Arte y Testosterona United
Alex Ferguson, el entrenador del Manchester United, es un viejo antipático y gruñón. Esa, al menos, es la imagen que proyecta. En su casa, ¿quién sabe?, será un encanto. Como quizá lo sean José Mourinho y Fabio Capello. Pero lo que el público ve en el escocés, tras observarle 20 años al mando del club más triunfador de las Islas, es un personaje dictatorial y maleducado que no hace el más mínimo esfuerzo para templar su genio, para disimular su impaciencia, para medir sus palabras, para ganarse a la gente. Como Louis Van Gaal, antiguo técnico del Barcelona, jamás prosperaría en la política.
Pero se lo tenemos que perdonar todo.
El fútbol, como Ferguson entiende mejor que nadie, es una síntesis de la testosterona y la estética. Dentro del hooligan más enfervorecido late la delicada sensibilidad de un aficionado al ballet. El fútbol que nos ha regalado Ferguson, como constatamos una vez más el miércoles en la semifinal del Manchester contra el Milan en la Liga de Campeones, satisface ambas necesidades. Combina la agresividad y la belleza como ningún otro.
Comentaba una amiga al verles jugar en el segundo tiempo, intentando remontar un 2 a 1 en contra, que parecían más un equipo de rugby que de fútbol. Era verdad. Los diablos rojos atacaban como los all blacks neozelandeses: con velocidad, a lo ancho de todo el campo; o como las hordas escocesas en la película Braveheart, de Mel Gibson. Pero al mismo tiempo exhibían la finura en el detalle de Scholes, Giggs y Cristiano Ronaldo. Y remontaron, ganaron 3 a 2, con un gol tremendo en el minuto 90 de ese hombre horda que Ferguson fichó por una fortuna, ese fenómeno que reune el salvajismo y el arte como nadie: Wayne Rooney.
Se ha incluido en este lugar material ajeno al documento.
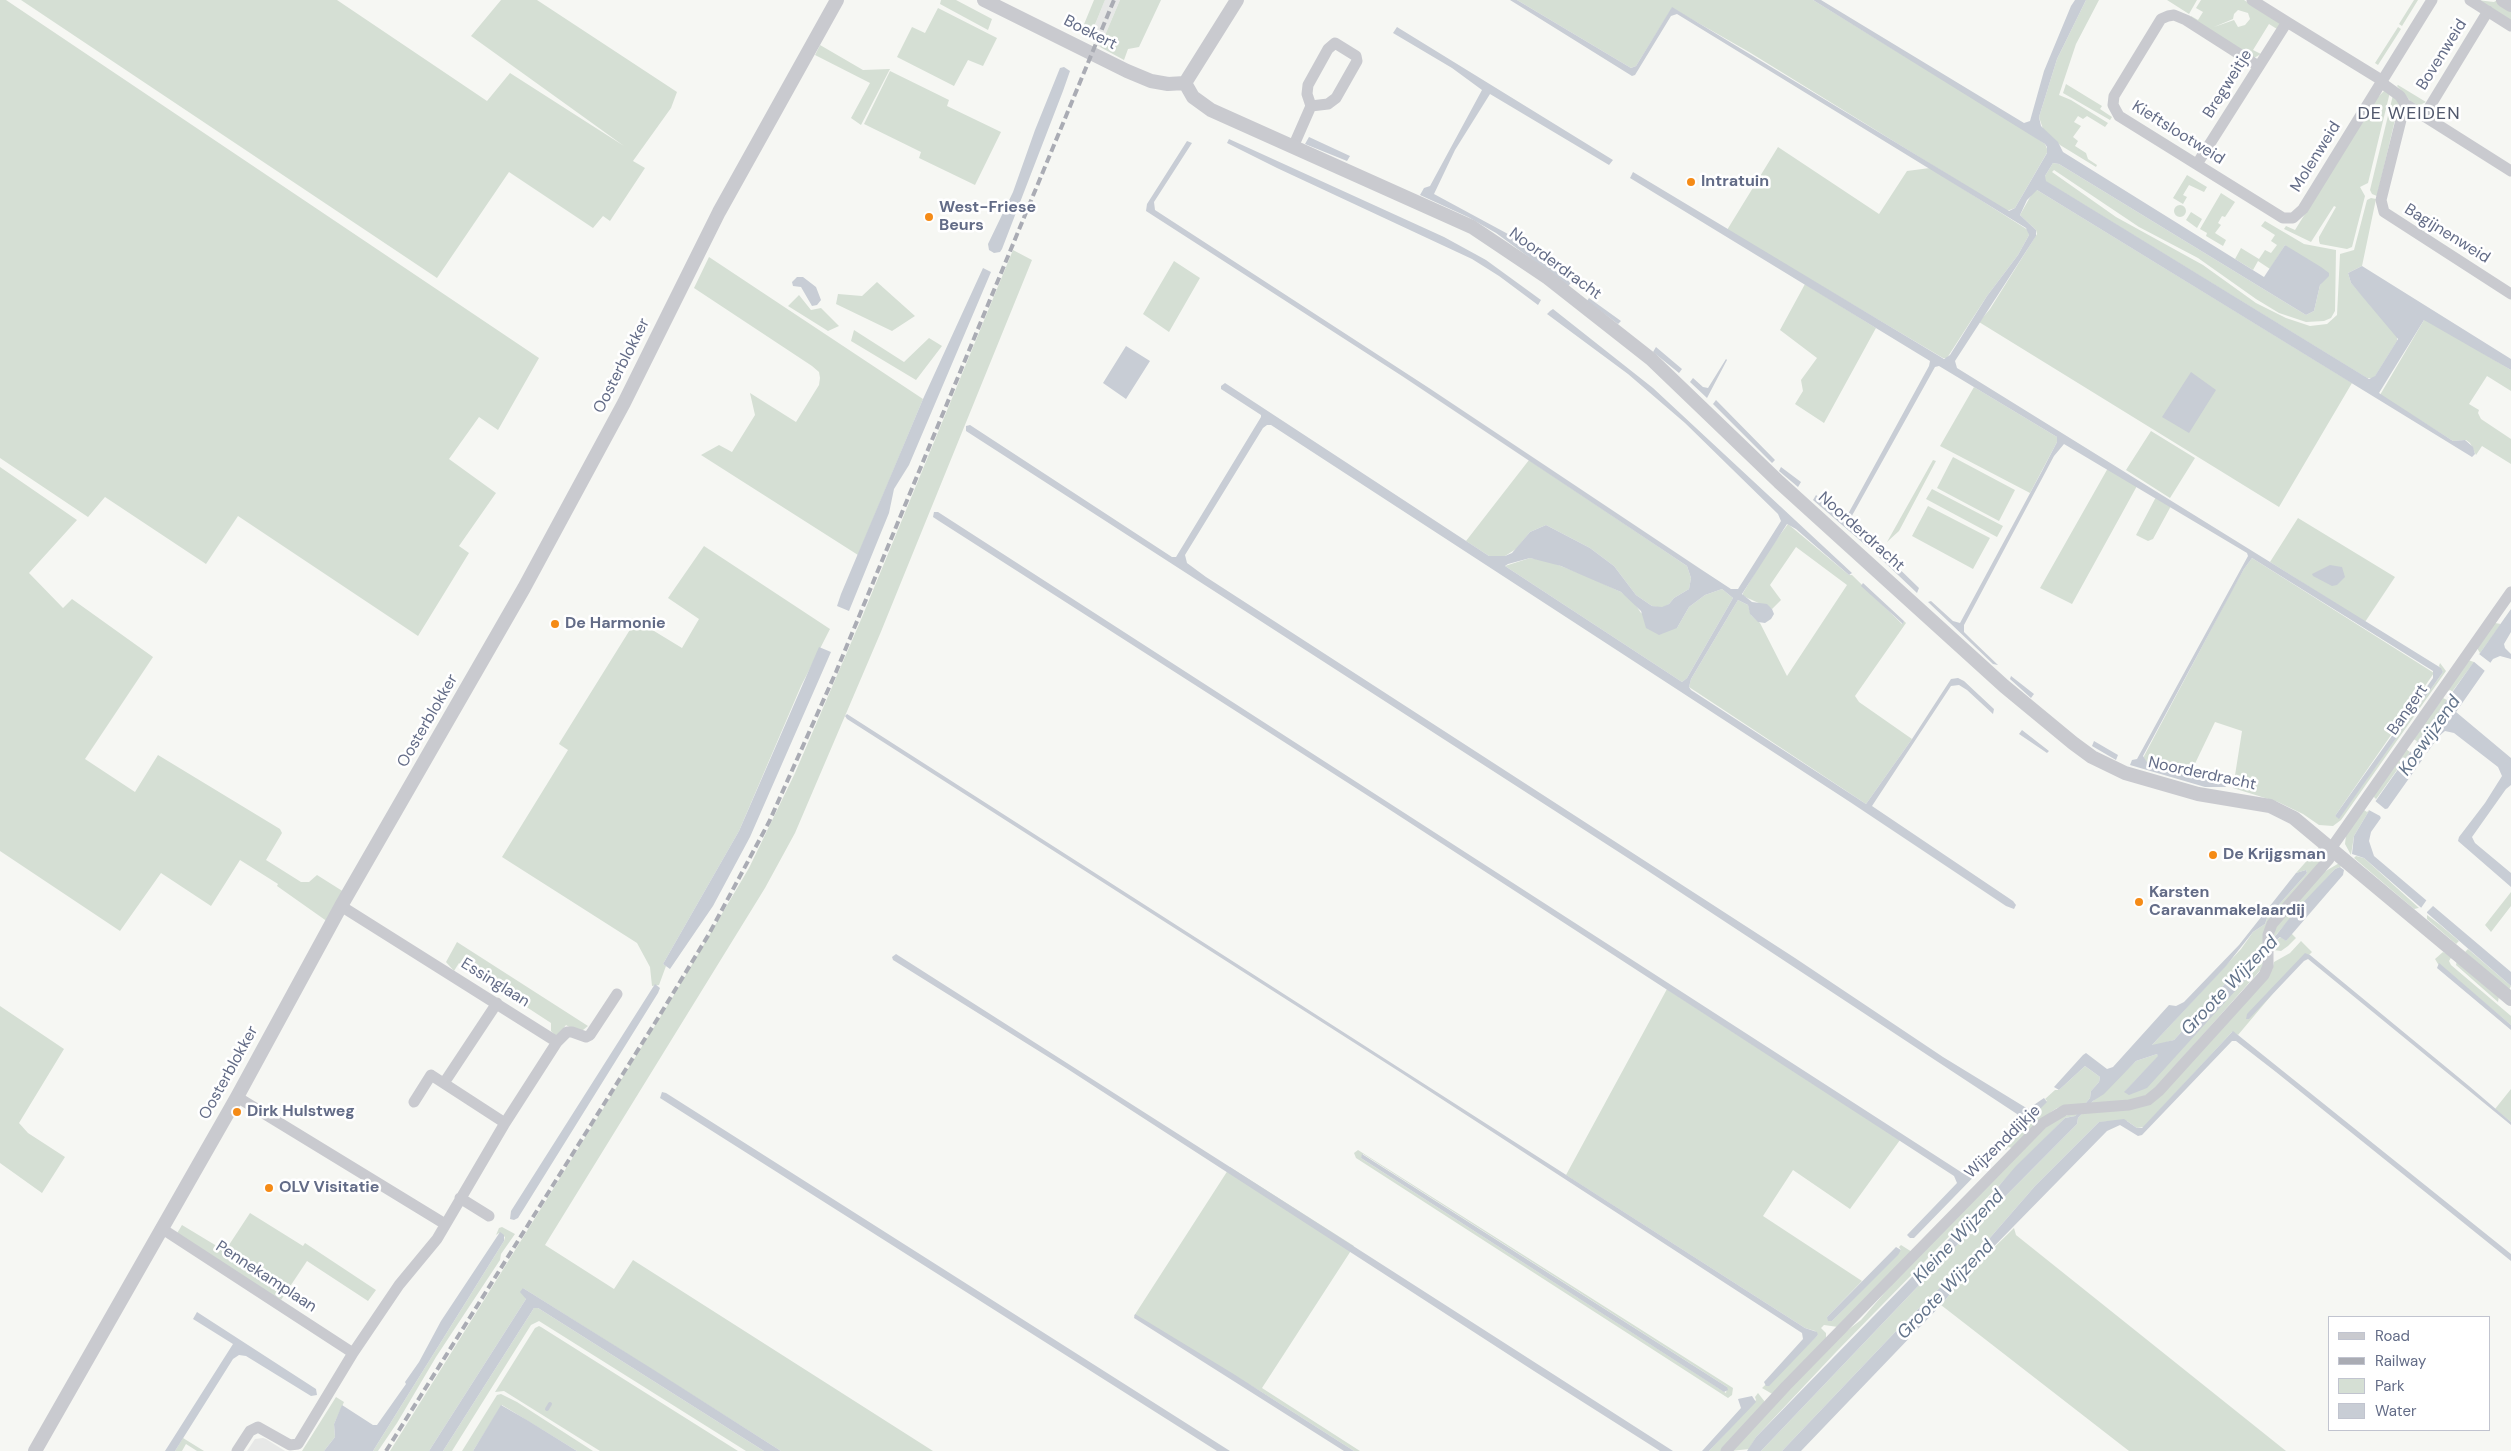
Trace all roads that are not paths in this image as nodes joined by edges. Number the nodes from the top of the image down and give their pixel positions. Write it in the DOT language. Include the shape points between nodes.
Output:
graph roads {
  1 [pos="837,0"];
  2 [pos="984,0"];
  3 [pos="1237,0"];
  4 [pos="2252,0"];
  5 [pos="2432,0"];
  6 [pos="2470,0"];
  7 [pos="2503,0"];
  8 [pos="2511,5"];
  9 [pos="2488,11"];
  10 [pos="2287,22"];
  11 [pos="2511,26"];
  12 [pos="2258,66"];
  13 [pos="2382,82"];
  14 [pos="1185,83"];
  15 [pos="2405,104"];
  16 [pos="1311,106"];
  17 [pos="2424,116"];
  18 [pos="1293,147"];
  19 [pos="2197,164"];
  20 [pos="2511,171"];
  21 [pos="2283,218"];
  22 [pos="2511,294"];
  23 [pos="2511,592"];
  24 [pos="2332,847"];
  25 [pos="341,906"];
  26 [pos="617,994"];
  27 [pos="2511,999"];
  28 [pos="497,1003"];
  29 [pos="557,1042"];
  30 [pos="444,1083"];
  31 [pos="236,1097"];
  32 [pos="414,1102"];
  33 [pos="505,1122"];
  34 [pos="460,1198"];
  35 [pos="489,1216"];
  36 [pos="445,1224"];
  37 [pos="160,1228"];
  38 [pos="353,1354"];
  39 [pos="35,1451"];
  40 [pos="237,1451"];
  41 [pos="1726,1451"];
  1 -- 25 [label="street, Oosterblokker" via="719,212 624,403 524,588"];
  2 -- 14 [label="street, Boekert" via="1127,71 1152,81"];
  3 -- 14 [label="street"];
  4 -- 10 [label="street"];
  5 -- 13 [label="street, Molenweid"];
  6 -- 9 [label="street"];
  7 -- 8 [label="street"];
  9 -- 11 [label="street"];
  9 -- 17 [label="street, Bovenweid"];
  10 -- 12 [label="street, Bregweitje"];
  10 -- 13 [label="street"];
  12 -- 19 [label="street, Bregweitje"];
  12 -- 19 [label="street, Kieftslootweid" via="2174,15 2161,19 2114,96 2115,111"];
  13 -- 15 [label="street, Bovenweid"];
  13 -- 21 [label="street, Molenweid" via="2303,209 2293,218"];
  14 -- 18 [label="street, Noorderdracht" via="1193,97 1211,110"];
  15 -- 17 [label="street, Bovenweid"];
  15 -- 22 [label="street, Bagijnenweid" via="2381,200 2384,212"];
  16 -- 16 [label="street" via="1328,104 1336,98 1357,61 1356,56 1336,43 1328,49 1308,85"];
  16 -- 18 [label="street"];
  17 -- 20 [label="street, Bovenweid"];
  18 -- 24 [label="street, Noorderdracht" via="1472,227 1548,278 1651,359 1779,482 2004,686 2092,757 2160,785 2277,808"];
  19 -- 21 [label="street, Kieftslootweid"];
  23 -- 24 [label="street, Bangert"];
  24 -- 27 [label="street, Noorderdracht" via="2458,950"];
  24 -- 41 [label="street, Wijzenddijkje" via="2329,859 2274,922 2268,935 2270,953 2264,975 2154,1096 2136,1104 2059,1112 2035,1129"];
  25 -- 28 [label="street, Essinglaan"];
  25 -- 31 [label="street, Oosterblokker"];
  26 -- 29 [label="street" via="590,1035 586,1037 567,1032"];
  28 -- 29 [label="street, Essinglaan"];
  28 -- 30 [label="street"];
  29 -- 33 [label="street"];
  30 -- 32 [label="street" via="431,1076"];
  30 -- 33 [label="street"];
  31 -- 36 [label="street"];
  31 -- 37 [label="street, Oosterblokker"];
  33 -- 34 [label="street"];
  34 -- 35 [label="street"];
  34 -- 36 [label="street"];
  36 -- 38 [label="street"];
  37 -- 38 [label="street, Pennekamplaan"];
  37 -- 39 [label="street, Oosterblokker"];
  38 -- 40 [label="street" via="298,1444 290,1445 258,1427 250,1431"];
}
Pasan los años y cambian los nombres -Robson, Hughes, Cantona, Keane, Beckham, Scholes, Rooney- pero los equipos de Ferguson mantienen un estilo, un espíritu, una pasión ofensiva que son el reflejo del entrenador, y que han convertido al Manchester en el club que más seguidores tiene en el mundo.
Old Trafford es el teatro de los sueños. No es ninguna metáfora. Las grandes noches europeas que vemos ahí, la combinación de pasión en las gradas y de intensidad en el campo no se ven en ningún otro estadio. Esa enorme semifinal contra el Milan fue el mejor partido de esta temporada europea. Punto. El Barça-Madrid en el Camp Nou el mes pasado acabó 3 a 3, pero fue un amistoso de pretemporada en comparación.
Lo increíble es lo contagioso que es el espíritu de Old Trafford, cómo equipos inhibidos como el Juventus van allá y se suman a la borrachera; o cómo equipos con la tradición legendaria del Real Madrid sacan lo mejor de sí, demuestran su cara épica. Es casi cruel pedirle hoy a un aficionado del Madrid que recuerde los dos encuentros más recientes de los suyos, ambos en cuartos de final de la Liga de Campeones, en Old Trafford. Pero también quizá le sirva de consuelo recordarlos.
El primero, en abril de 2000, lo ganó el Madrid 2 a 3, gracias a un par de genialidades de Raúl y una jugada irrepetible de Redondo, un taconazo en carrera que sólo le podía haber salido en Old Trafford. El Manchester cayó luchando como un ejército espartano y el gol que marcó Beckham fue el mejor de su vida.
El segundo partido, en abril de 2003, lo ganó el Manchester 4 a 3, aunque el Madrid se clasificó para semifinales gracias a un también memorable 3 a 1 en el Bernabéu. Ese 4-3 en Old Trafford, en el que Ronaldo marcó un hat-trick y Beckham anotó dos veces, fue uno de los grandes partidos de todos los tiempos.
Acabó siendo una victoria para el Madrid pero fue, ante todo, una victoria para el fútbol. Así lo interpretó la totalidad de la afición de Old Trafford, hooligans incluidos, que ovacionaron a Ronaldo, su brillante verdugo, a su salida del campo. El partido de esta semana contra el Milan -en el que la afición inglesa no pudo reprimir el impulso de aplaudir el talento del brasileño Kaká- fue más de lo mismo.
Hay que darle las gracias a ese viejo gruñón. Ferguson no seduce; pero su fútbol, sí.